Exercise details.
All of the records below are to be output exactly; no image belongs in the result.

Data for the task.
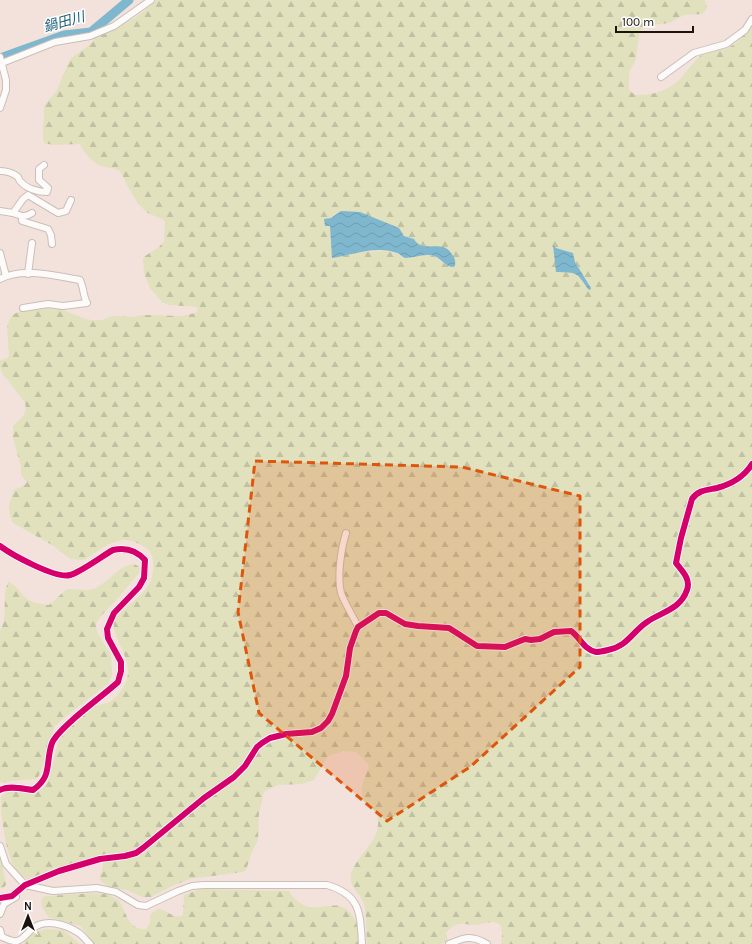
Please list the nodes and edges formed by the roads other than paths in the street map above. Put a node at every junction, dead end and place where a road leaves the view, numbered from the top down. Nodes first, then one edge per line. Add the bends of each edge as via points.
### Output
1 (151, 0) edge
2 (752, 19) edge
3 (1, 61) edge
4 (660, 77) dead end
5 (1, 104) edge
6 (44, 165) dead end
7 (0, 171) edge
8 (34, 190) junction
9 (28, 195) junction
10 (71, 200) dead end
11 (0, 211) edge
12 (13, 213) junction
13 (32, 213) dead end
14 (22, 217) junction
15 (32, 243) dead end
16 (52, 244) dead end
17 (0, 253) edge
18 (28, 274) junction
19 (3, 277) edge
20 (23, 308) dead end
21 (752, 464) edge
22 (346, 533) dead end
23 (0, 546) edge
24 (358, 627) junction
25 (0, 790) edge
26 (0, 846) edge
27 (25, 885) junction
28 (0, 898) edge
29 (0, 914) edge
30 (0, 930) edge
31 (90, 944) edge
32 (362, 944) edge
33 (449, 944) edge
34 (487, 944) edge

1 - 3 street via 114,26 90,36 56,42
2 - 4 street via 745,30 726,44 694,53
3 - 5 street via 6,90
6 - 8 street via 39,169 40,180 48,188 47,192
7 - 8 street via 18,177 21,183
8 - 9 street
9 - 10 street via 58,213 66,211
9 - 12 street
11 - 12 street
12 - 14 street
13 - 14 street
14 - 16 street via 22,221 48,230
15 - 18 street
17 - 19 street
18 - 19 street
18 - 20 street via 80,280 83,285 83,297 87,303 63,306 48,304
21 - 24 street via 730,484 695,494 676,563 687,577 687,590 668,612 647,622 621,646 591,651 571,631 554,632 540,639 525,639 505,647 477,646 450,628 405,624 386,614 379,614
22 - 24 street via 342,548 340,588
23 - 25 street via 46,571 59,575 70,575 121,548 133,550 145,560 144,578 139,587 114,612 107,629 108,638 121,662 118,682 61,730 53,742 42,783 33,790
24 - 27 street via 350,648 346,676 334,709 321,728 306,733 270,738 262,743 234,777 136,853 82,864
26 - 27 street via 6,864
27 - 28 street via 12,896
27 - 29 street via 26,889 4,904
27 - 32 street via 53,891 97,888 116,892 138,905 146,906 178,891 204,884 327,885 341,889 356,904 360,916
30 - 31 street via 2,937 16,941 23,938 32,928 44,923 56,923 79,933
33 - 34 street via 469,937

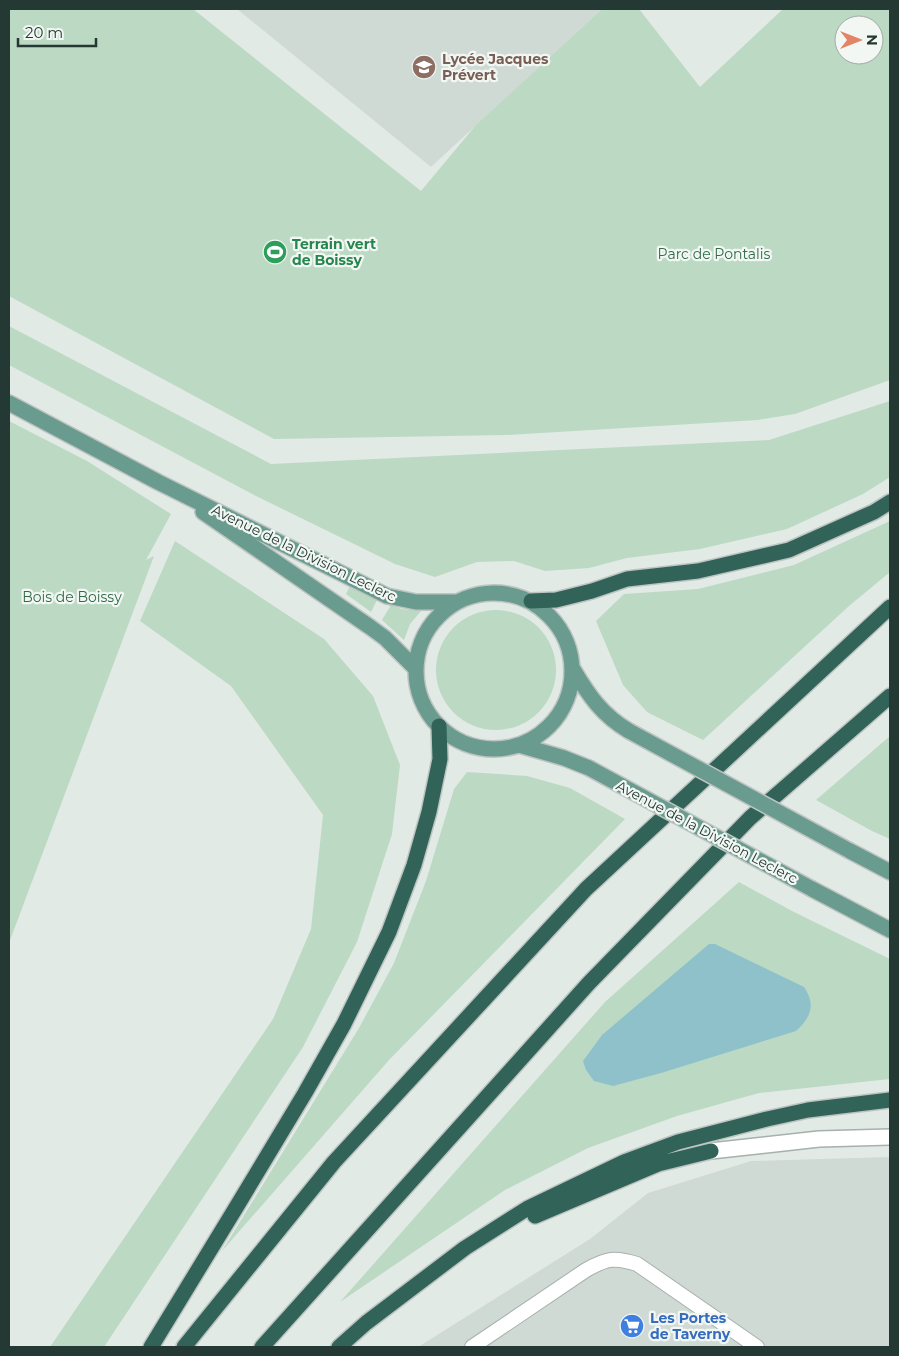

Solution to this problem.
Please list the nodes and edges formed by the roads other than paths in the street map above. Put a node at every junction, dead end and place where a road leaves the view, numbered from the top down. Nodes first, then one edge per line. Add the bends of each edge as via points.
### Output
1 (151, 0) edge
2 (752, 19) edge
3 (1, 61) edge
4 (660, 77) dead end
5 (1, 104) edge
6 (44, 165) dead end
7 (0, 171) edge
8 (34, 190) junction
9 (28, 195) junction
10 (71, 200) dead end
11 (0, 211) edge
12 (13, 213) junction
13 (32, 213) dead end
14 (22, 217) junction
15 (32, 243) dead end
16 (52, 244) dead end
17 (0, 253) edge
18 (28, 274) junction
19 (3, 277) edge
20 (23, 308) dead end
21 (752, 464) edge
22 (346, 533) dead end
23 (0, 546) edge
24 (358, 627) junction
25 (0, 790) edge
26 (0, 846) edge
27 (25, 885) junction
28 (0, 898) edge
29 (0, 914) edge
30 (0, 930) edge
31 (90, 944) edge
32 (362, 944) edge
33 (449, 944) edge
34 (487, 944) edge

1 - 3 street via 114,26 90,36 56,42
2 - 4 street via 745,30 726,44 694,53
3 - 5 street via 6,90
6 - 8 street via 39,169 40,180 48,188 47,192
7 - 8 street via 18,177 21,183
8 - 9 street
9 - 10 street via 58,213 66,211
9 - 12 street
11 - 12 street
12 - 14 street
13 - 14 street
14 - 16 street via 22,221 48,230
15 - 18 street
17 - 19 street
18 - 19 street
18 - 20 street via 80,280 83,285 83,297 87,303 63,306 48,304
21 - 24 street via 730,484 695,494 676,563 687,577 687,590 668,612 647,622 621,646 591,651 571,631 554,632 540,639 525,639 505,647 477,646 450,628 405,624 386,614 379,614
22 - 24 street via 342,548 340,588
23 - 25 street via 46,571 59,575 70,575 121,548 133,550 145,560 144,578 139,587 114,612 107,629 108,638 121,662 118,682 61,730 53,742 42,783 33,790
24 - 27 street via 350,648 346,676 334,709 321,728 306,733 270,738 262,743 234,777 136,853 82,864
26 - 27 street via 6,864
27 - 28 street via 12,896
27 - 29 street via 26,889 4,904
27 - 32 street via 53,891 97,888 116,892 138,905 146,906 178,891 204,884 327,885 341,889 356,904 360,916
30 - 31 street via 2,937 16,941 23,938 32,928 44,923 56,923 79,933
33 - 34 street via 469,937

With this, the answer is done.